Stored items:
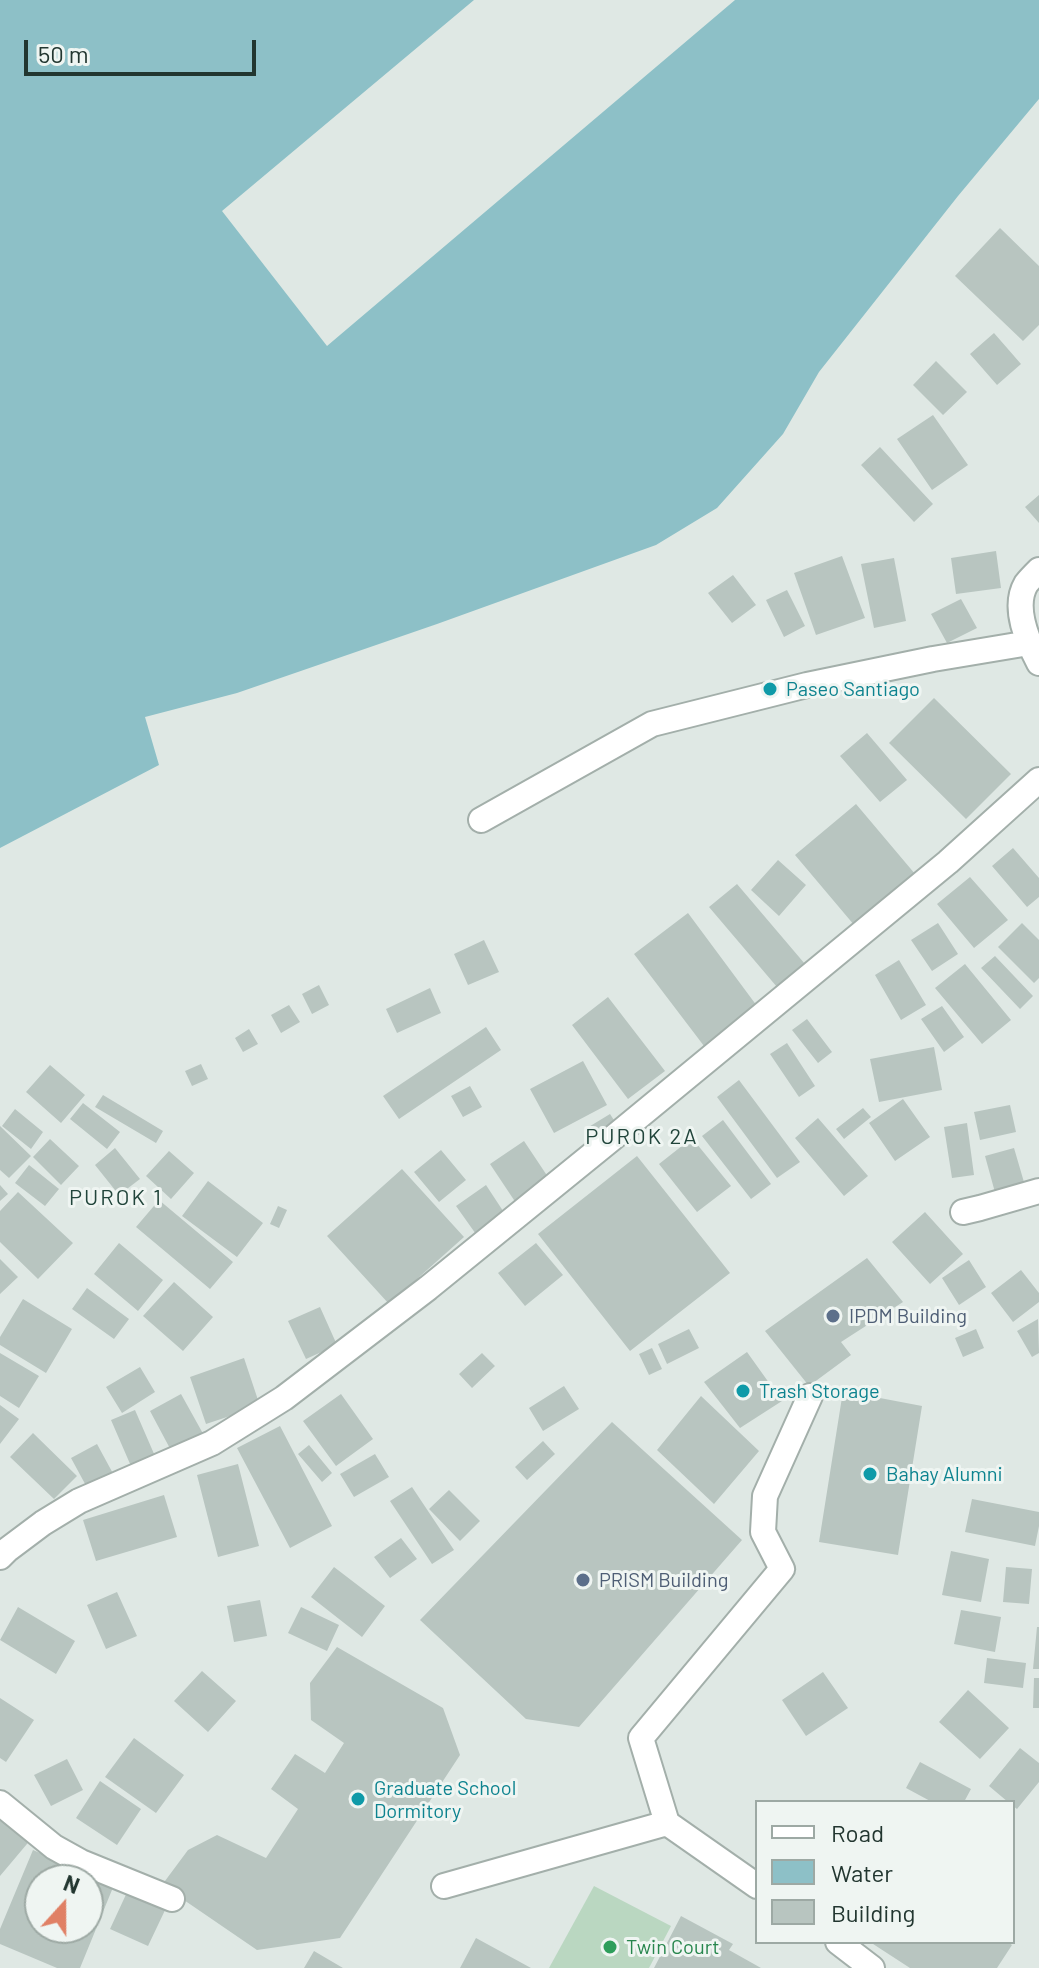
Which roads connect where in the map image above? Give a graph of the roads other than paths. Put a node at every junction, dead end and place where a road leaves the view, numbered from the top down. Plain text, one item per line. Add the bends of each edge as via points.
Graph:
1 (1039, 570) edge
2 (1034, 653) edge
3 (1039, 780) edge
4 (481, 820) dead end
5 (1039, 1191) edge
6 (963, 1212) dead end
7 (810, 1396) dead end
8 (0, 1557) edge
9 (0, 1803) edge
10 (667, 1823) junction
11 (755, 1885) edge
12 (444, 1886) dead end
13 (172, 1899) dead end
14 (841, 1944) edge
15 (872, 1968) edge

1 - 2 street via 1025,586 1020,608
2 - 4 street via 933,659 652,724
3 - 8 street via 948,862 614,1137 284,1398 212,1443 79,1501
5 - 6 street
7 - 10 street via 765,1496 763,1532 782,1569 641,1738
9 - 13 street via 54,1847
10 - 11 street
10 - 12 street
14 - 15 street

— Exercise description —
Every line above is to be repeated exactly, but no picture is to appear in the copy.

— Result of this exercise —
Which roads connect where in the map image above? Give a graph of the roads other than paths. Put a node at every junction, dead end and place where a road leaves the view, numbered from the top down. Plain text, one item per line. Add the bends of each edge as via points.
Graph:
1 (1039, 570) edge
2 (1034, 653) edge
3 (1039, 780) edge
4 (481, 820) dead end
5 (1039, 1191) edge
6 (963, 1212) dead end
7 (810, 1396) dead end
8 (0, 1557) edge
9 (0, 1803) edge
10 (667, 1823) junction
11 (755, 1885) edge
12 (444, 1886) dead end
13 (172, 1899) dead end
14 (841, 1944) edge
15 (872, 1968) edge

1 - 2 street via 1025,586 1020,608
2 - 4 street via 933,659 652,724
3 - 8 street via 948,862 614,1137 284,1398 212,1443 79,1501
5 - 6 street
7 - 10 street via 765,1496 763,1532 782,1569 641,1738
9 - 13 street via 54,1847
10 - 11 street
10 - 12 street
14 - 15 street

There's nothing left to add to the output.